Task input:
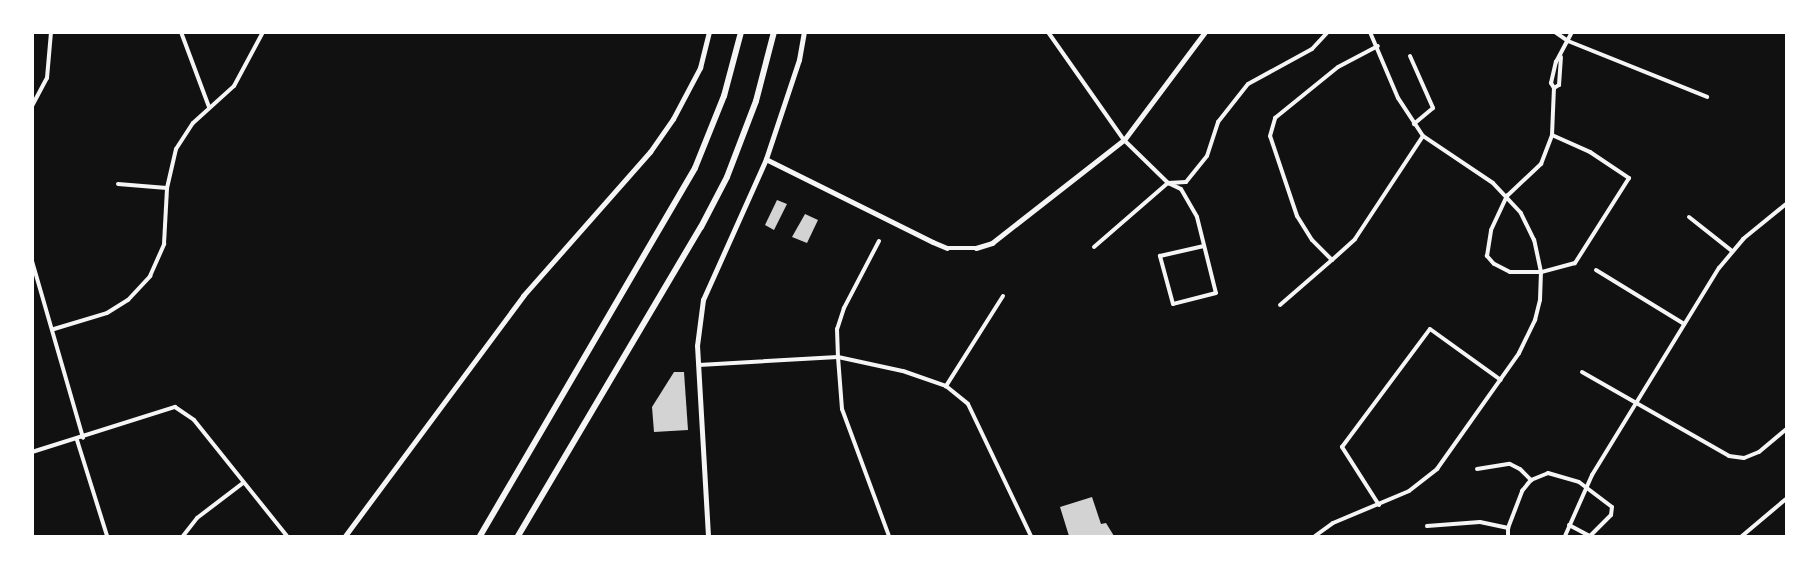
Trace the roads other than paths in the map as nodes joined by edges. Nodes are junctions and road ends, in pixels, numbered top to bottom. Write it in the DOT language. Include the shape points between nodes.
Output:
graph roads {
  1 [pos="50,32"];
  2 [pos="181,32"];
  3 [pos="263,32"];
  4 [pos="709,32"];
  5 [pos="741,32"];
  6 [pos="774,32"];
  7 [pos="804,32"];
  8 [pos="1048,32"];
  9 [pos="1206,32"];
  10 [pos="1328,32"];
  11 [pos="1370,32"];
  12 [pos="1555,32"];
  13 [pos="1572,32"];
  14 [pos="1568,41"];
  15 [pos="1378,46"];
  16 [pos="1410,56"];
  17 [pos="1561,57"];
  18 [pos="1554,88"];
  19 [pos="1707,98"];
  20 [pos="32,106"];
  21 [pos="209,107"];
  22 [pos="1414,124"];
  23 [pos="1423,136"];
  24 [pos="1552,136"];
  25 [pos="1124,140"];
  26 [pos="766,159"];
  27 [pos="1168,183"];
  28 [pos="118,184"];
  29 [pos="167,188"];
  30 [pos="1507,196"];
  31 [pos="1786,204"];
  32 [pos="1689,217"];
  33 [pos="879,240"];
  34 [pos="1204,246"];
  35 [pos="1094,247"];
  36 [pos="1732,251"];
  37 [pos="1332,260"];
  38 [pos="32,261"];
  39 [pos="1596,270"];
  40 [pos="1541,272"];
  41 [pos="1003,296"];
  42 [pos="1280,305"];
  43 [pos="1684,324"];
  44 [pos="54,329"];
  45 [pos="838,357"];
  46 [pos="699,365"];
  47 [pos="1582,372"];
  48 [pos="1501,380"];
  49 [pos="946,386"];
  50 [pos="1635,405"];
  51 [pos="1786,429"];
  52 [pos="83,438"];
  53 [pos="77,440"];
  54 [pos="32,452"];
  55 [pos="1477,469"];
  56 [pos="1531,480"];
  57 [pos="244,483"];
  58 [pos="1586,487"];
  59 [pos="1786,499"];
  60 [pos="1379,505"];
  61 [pos="1568,525"];
  62 [pos="1427,526"];
  63 [pos="1508,528"];
  64 [pos="106,536"];
  65 [pos="183,536"];
  66 [pos="287,536"];
  67 [pos="345,536"];
  68 [pos="480,536"];
  69 [pos="518,536"];
  70 [pos="708,536"];
  71 [pos="889,536"];
  72 [pos="1031,536"];
  73 [pos="1315,536"];
  74 [pos="1508,536"];
  75 [pos="1565,536"];
  76 [pos="1590,536"];
  77 [pos="1742,536"];
  1 -- 20 [label="street" via="47,78"];
  2 -- 21 [label="street"];
  3 -- 21 [label="street" via="234,86"];
  4 -- 67 [label="street" via="700,68 673,119 650,152 523,296"];
  5 -- 68 [label="highway" via="724,96 695,168"];
  6 -- 69 [label="highway" via="756,101 727,176 701,227"];
  7 -- 26 [label="street" via="799,60"];
  8 -- 25 [label="street"];
  9 -- 25 [label="street"];
  10 -- 27 [label="street" via="1312,49 1248,84 1218,122 1207,156 1186,182"];
  11 -- 15 [label="street"];
  12 -- 14 [label="street"];
  13 -- 14 [label="street"];
  14 -- 17 [label="street"];
  14 -- 19 [label="street"];
  15 -- 22 [label="street" via="1398,98"];
  15 -- 37 [label="street" via="1338,67 1300,97 1276,118 1270,136 1297,216 1312,240"];
  16 -- 22 [label="street" via="1433,108"];
  17 -- 18 [label="street" via="1559,85"];
  17 -- 18 [label="street" via="1556,62 1551,83"];
  18 -- 24 [label="street"];
  21 -- 29 [label="street" via="192,124 176,149"];
  22 -- 23 [label="street"];
  23 -- 30 [label="street"];
  23 -- 37 [label="street" via="1355,239"];
  24 -- 30 [label="street" via="1541,164"];
  24 -- 40 [label="street" via="1590,152 1629,178 1575,263"];
  25 -- 26 [label="street" via="992,243 964,250 933,242"];
  25 -- 27 [label="street"];
  26 -- 46 [label="street" via="703,300 698,327"];
  27 -- 34 [label="street" via="1181,189 1197,217"];
  27 -- 35 [label="street"];
  28 -- 29 [label="street"];
  29 -- 44 [label="street" via="164,244 150,276 128,300 108,313"];
  30 -- 40 [label="street" via="1529,228"];
  30 -- 40 [label="street" via="1495,218 1487,256 1494,264 1510,272"];
  31 -- 36 [label="street" via="1768,216"];
  32 -- 36 [label="street"];
  33 -- 45 [label="street" via="844,308 837,328"];
  34 -- 34 [label="street" via="1216,293 1173,304 1160,256"];
  36 -- 43 [label="street"];
  37 -- 42 [label="street"];
  38 -- 44 [label="street"];
  39 -- 43 [label="street"];
  40 -- 48 [label="street" via="1535,320"];
  41 -- 49 [label="street"];
  43 -- 50 [label="street"];
  44 -- 52 [label="street"];
  45 -- 46 [label="street"];
  45 -- 49 [label="street" via="904,371"];
  45 -- 71 [label="street" via="842,408"];
  46 -- 70 [label="street"];
  47 -- 50 [label="street"];
  48 -- 60 [label="street" via="1437,469 1409,491"];
  48 -- 60 [label="street" via="1430,329 1342,448"];
  49 -- 72 [label="street" via="968,404"];
  50 -- 51 [label="street" via="1729,456 1744,458 1759,452"];
  50 -- 58 [label="street"];
  52 -- 53 [label="street"];
  52 -- 57 [label="street" via="175,407 194,420"];
  53 -- 54 [label="street"];
  53 -- 64 [label="street"];
  55 -- 56 [label="street" via="1510,464"];
  56 -- 58 [label="street" via="1556,473"];
  56 -- 63 [label="street" via="1522,491"];
  57 -- 65 [label="street" via="197,518"];
  57 -- 66 [label="street"];
  58 -- 61 [label="street"];
  58 -- 76 [label="street" via="1612,507 1611,515"];
  59 -- 77 [label="street"];
  60 -- 73 [label="street" via="1333,523"];
  61 -- 75 [label="street"];
  61 -- 76 [label="street"];
  62 -- 63 [label="street" via="1480,522"];
  63 -- 74 [label="street"];
}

Exercise brief: Among the lines of the data, which ones contain the word "highway"? Show them.

Exercise solution:
  5 -- 68 [label="highway" via="724,96 695,168"];
  6 -- 69 [label="highway" via="756,101 727,176 701,227"];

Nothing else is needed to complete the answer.